Work task
Word for word, restate the listing; omit the pictures.
[Dataset records — start]
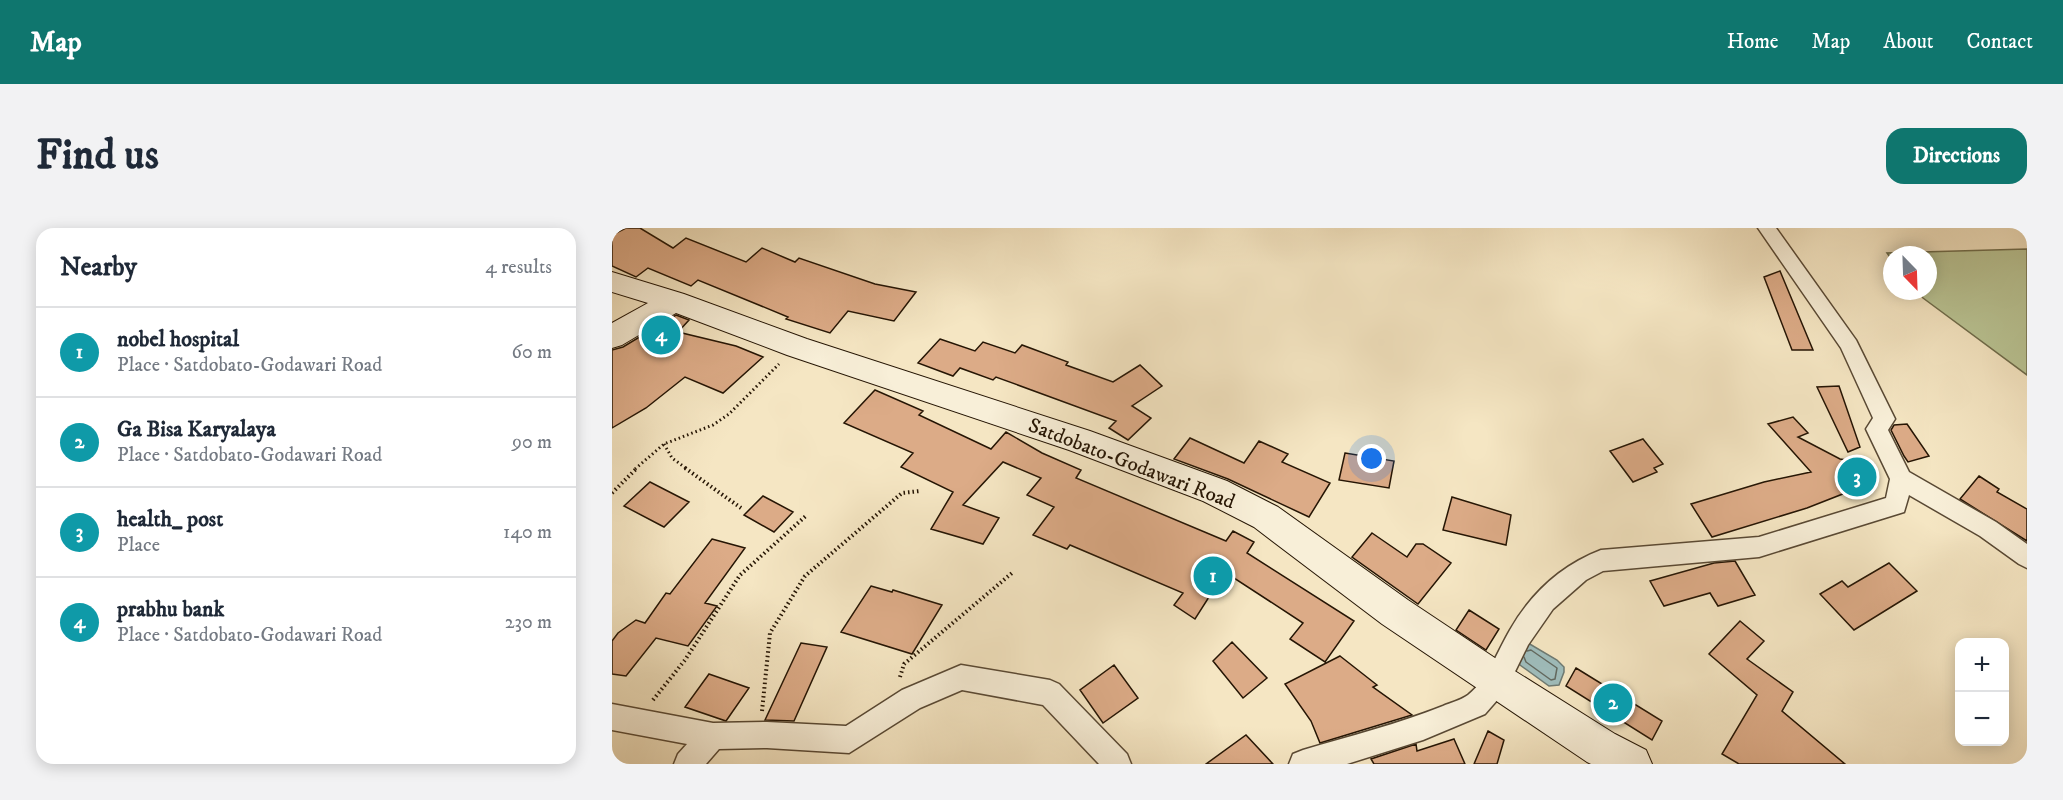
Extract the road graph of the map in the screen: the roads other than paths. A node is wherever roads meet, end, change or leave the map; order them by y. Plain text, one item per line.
1 (1767, 228) edge
2 (612, 282) edge
3 (674, 301) junction
4 (612, 338) edge
5 (1901, 479) junction
6 (2027, 557) edge
7 (1497, 681) junction
8 (624, 719) edge
9 (712, 736) junction
10 (687, 764) edge
11 (1117, 764) edge
12 (1303, 764) edge
13 (1632, 764) edge

1 - 5 street
2 - 3 street, Satdobato-Godawari Road
3 - 4 street
3 - 7 street, Satdobato-Godawari Road
5 - 6 street
5 - 7 street
7 - 12 street
7 - 13 street, Satdobato-Godawari Road
8 - 9 street
9 - 10 street
9 - 11 street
[Dataset records — finish]
The answer
Extract the road graph of the map in the screen: the roads other than paths. A node is wherever roads meet, end, change or leave the map; order them by y. Plain text, one item per line.
1 (1767, 228) edge
2 (612, 282) edge
3 (674, 301) junction
4 (612, 338) edge
5 (1901, 479) junction
6 (2027, 557) edge
7 (1497, 681) junction
8 (624, 719) edge
9 (712, 736) junction
10 (687, 764) edge
11 (1117, 764) edge
12 (1303, 764) edge
13 (1632, 764) edge

1 - 5 street
2 - 3 street, Satdobato-Godawari Road
3 - 4 street
3 - 7 street, Satdobato-Godawari Road
5 - 6 street
5 - 7 street
7 - 12 street
7 - 13 street, Satdobato-Godawari Road
8 - 9 street
9 - 10 street
9 - 11 street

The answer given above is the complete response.